🤖 AI Summary
To address key bottlenecks in vision-language multimodal named entity recognition (GMNER)—namely, ambiguous entity disambiguation, coarse-grained cross-modal alignment, and insufficient global relational modeling—this paper proposes a multi-granularity query-guided set prediction framework. Methodologically: (1) GMNER is reformulated as an end-to-end set prediction task, eliminating conventional sequential decoding and handcrafted query design; (2) a novel intra-/inter-entity dual-level relational modeling mechanism is introduced to explicitly capture both internal entity structure and cross-entity semantic dependencies; (3) a learnable multi-granularity query module and Query-Guided Fusion Network (QFNet) are designed to jointly align textual spans, entity types, and visual regions with fine-grained precision.
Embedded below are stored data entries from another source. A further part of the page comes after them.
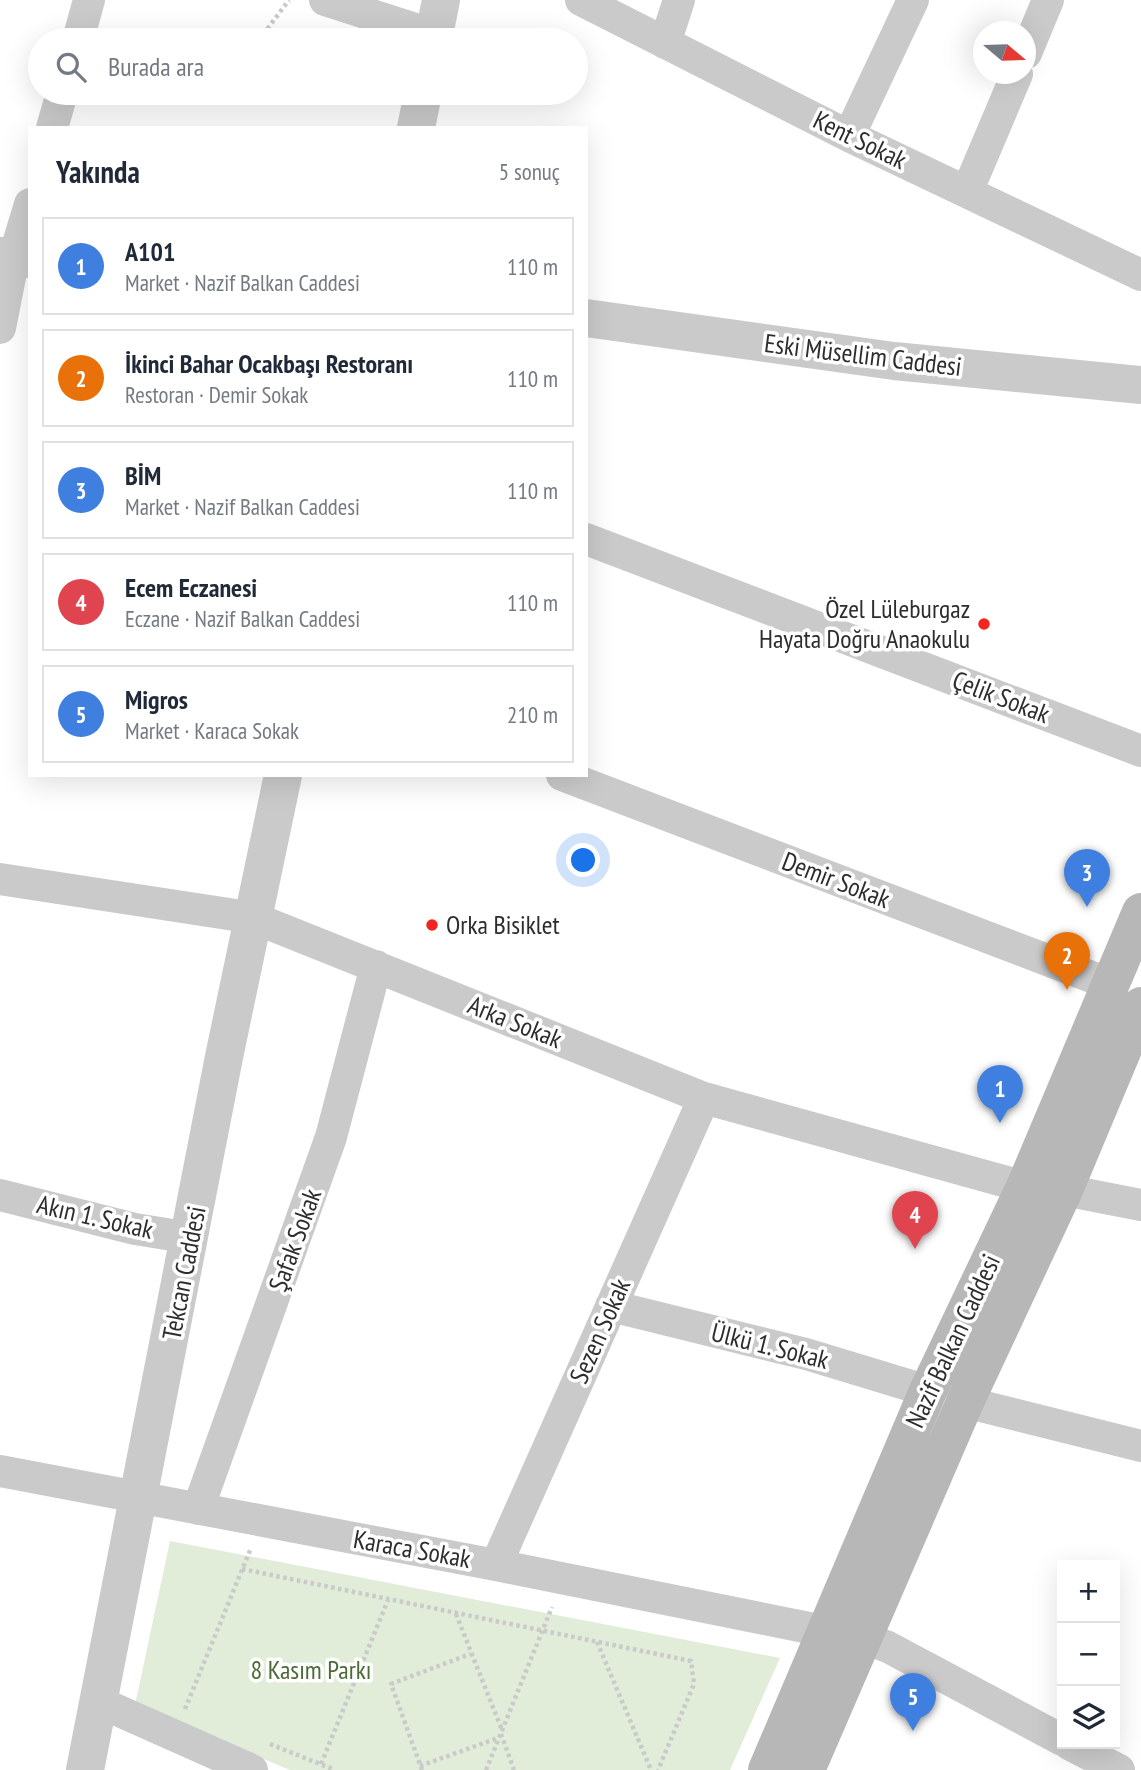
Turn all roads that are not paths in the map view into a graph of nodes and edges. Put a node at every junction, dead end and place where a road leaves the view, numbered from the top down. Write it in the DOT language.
graph roads {
  1 [pos="89,0"];
  2 [pos="325,0"];
  3 [pos="581,0"];
  4 [pos="679,0"];
  5 [pos="913,0"];
  6 [pos="1048,0"];
  7 [pos="436,25"];
  8 [pos="81,28"];
  9 [pos="1036,29"];
  10 [pos="665,43"];
  11 [pos="1013,84"];
  12 [pos="59,105"];
  13 [pos="421,105"];
  14 [pos="53,126"];
  15 [pos="416,126"];
  16 [pos="849,135"];
  17 [pos="967,192"];
  18 [pos="28,211"];
  19 [pos="15,257"];
  20 [pos="1141,275"];
  21 [pos="588,318"];
  22 [pos="0,328"];
  23 [pos="1139,377"];
  24 [pos="588,541"];
  25 [pos="1141,751"];
  26 [pos="283,777"];
  27 [pos="567,777"];
  28 [pos="0,879"];
  29 [pos="1141,912"];
  30 [pos="254,918"];
  31 [pos="376,967"];
  32 [pos="1110,984"];
  33 [pos="1141,1006"];
  34 [pos="704,1098"];
  35 [pos="1026,1187"];
  36 [pos="1064,1190"];
  37 [pos="0,1195"];
  38 [pos="1141,1205"];
  39 [pos="191,1238"];
  40 [pos="611,1306"];
  41 [pos="928,1391"];
  42 [pos="965,1402"];
  43 [pos="1141,1446"];
  44 [pos="0,1471"];
  45 [pos="140,1496"];
  46 [pos="198,1509"];
  47 [pos="496,1564"];
  48 [pos="824,1631"];
  49 [pos="862,1637"];
  50 [pos="99,1702"];
  51 [pos="1057,1737"];
  52 [pos="1078,1749"];
  53 [pos="85,1770"];
  54 [pos="252,1770"];
  55 [pos="767,1770"];
  56 [pos="806,1770"];
  57 [pos="1118,1770"];
  1 -- 8 [label="street"];
  2 -- 7 [label="street"];
  3 -- 10 [label="street, Kent Sokak"];
  4 -- 10 [label="street"];
  5 -- 16 [label="street"];
  6 -- 9 [label="street"];
  10 -- 16 [label="street, Kent Sokak"];
  11 -- 17 [label="street"];
  12 -- 14 [label="street"];
  13 -- 15 [label="street"];
  16 -- 17 [label="street, Kent Sokak"];
  17 -- 20 [label="street, Kent Sokak"];
  18 -- 19 [label="street"];
  19 -- 22 [label="street"];
  21 -- 23 [label="street, Eski Müsellim Caddesi"];
  24 -- 25 [label="street, Çelik Sokak"];
  26 -- 30 [label="street, Tekcan Caddesi"];
  27 -- 32 [label="street, Demir Sokak"];
  28 -- 30 [label="street, Arka Sokak"];
  29 -- 32 [label="main road, Nazif Balkan Caddesi"];
  30 -- 31 [label="street, Arka Sokak"];
  30 -- 39 [label="street, Tekcan Caddesi"];
  31 -- 34 [label="street, Arka Sokak"];
  31 -- 46 [label="street, Şafak Sokak"];
  32 -- 35 [label="main road, Nazif Balkan Caddesi"];
  33 -- 36 [label="main road, Nazif Balkan Caddesi"];
  34 -- 35 [label="street, Arka Sokak"];
  34 -- 40 [label="street, Sezen Sokak"];
  35 -- 36 [label="main road"];
  35 -- 41 [label="main road, Nazif Balkan Caddesi"];
  36 -- 38 [label="street"];
  36 -- 42 [label="main road, Nazif Balkan Caddesi"];
  37 -- 39 [label="street, Akın 1. Sokak"];
  39 -- 45 [label="street, Tekcan Caddesi"];
  40 -- 41 [label="street, Ülkü 1. Sokak"];
  40 -- 47 [label="street, Sezen Sokak"];
  41 -- 48 [label="main road, Nazif Balkan Caddesi"];
  42 -- 43 [label="street"];
  42 -- 49 [label="main road, Nazif Balkan Caddesi"];
  44 -- 45 [label="street, Karaca Sokak"];
  45 -- 46 [label="street, Karaca Sokak"];
  45 -- 50 [label="street, Tekcan Caddesi"];
  46 -- 47 [label="street, Karaca Sokak"];
  47 -- 48 [label="street, Karaca Sokak"];
  48 -- 55 [label="main road, Nazif Balkan Caddesi"];
  49 -- 51 [label="street"];
  49 -- 56 [label="main road, Nazif Balkan Caddesi"];
  50 -- 53 [label="street, Tekcan Caddesi"];
  50 -- 54 [label="street"];
  52 -- 57 [label="street"];
}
The framework achieves state-of-the-art performance on mainstream GMNER benchmarks, significantly improving ambiguity resolution (e.g., distinguishing “Jordan” as a brand versus a person) and visual grounding accuracy.
📝 Abstract
Grounded Multimodal Named Entity Recognition (GMNER) is an emerging information extraction (IE) task, aiming to simultaneously extract entity spans, types, and corresponding visual regions of entities from given sentence-image pairs data. Recent unified methods employing machine reading comprehension or sequence generation-based frameworks show limitations in this difficult task. The former, utilizing human-designed type queries, struggles to differentiate ambiguous entities, such as Jordan (Person) and off-White x Jordan (Shoes). The latter, following the one-by-one decoding order, suffers from exposure bias issues. We maintain that these works misunderstand the relationships of multimodal entities. To tackle these, we propose a novel unified framework named Multi-grained Query-guided Set Prediction Network (MQSPN) to learn appropriate relationships at intra-entity and inter-entity levels. Specifically, MQSPN explicitly aligns textual entities with visual regions by employing a set of learnable queries to strengthen intra-entity connections. Based on distinct intra-entity modeling, MQSPN reformulates GMNER as a set prediction, guiding models to establish appropriate inter-entity relationships from a optimal global matching perspective. Additionally, we incorporate a query-guided Fusion Net (QFNet) as a glue network to boost better alignment of two-level relationships. Extensive experiments demonstrate that our approach achieves state-of-the-art performances in widely used benchmarks.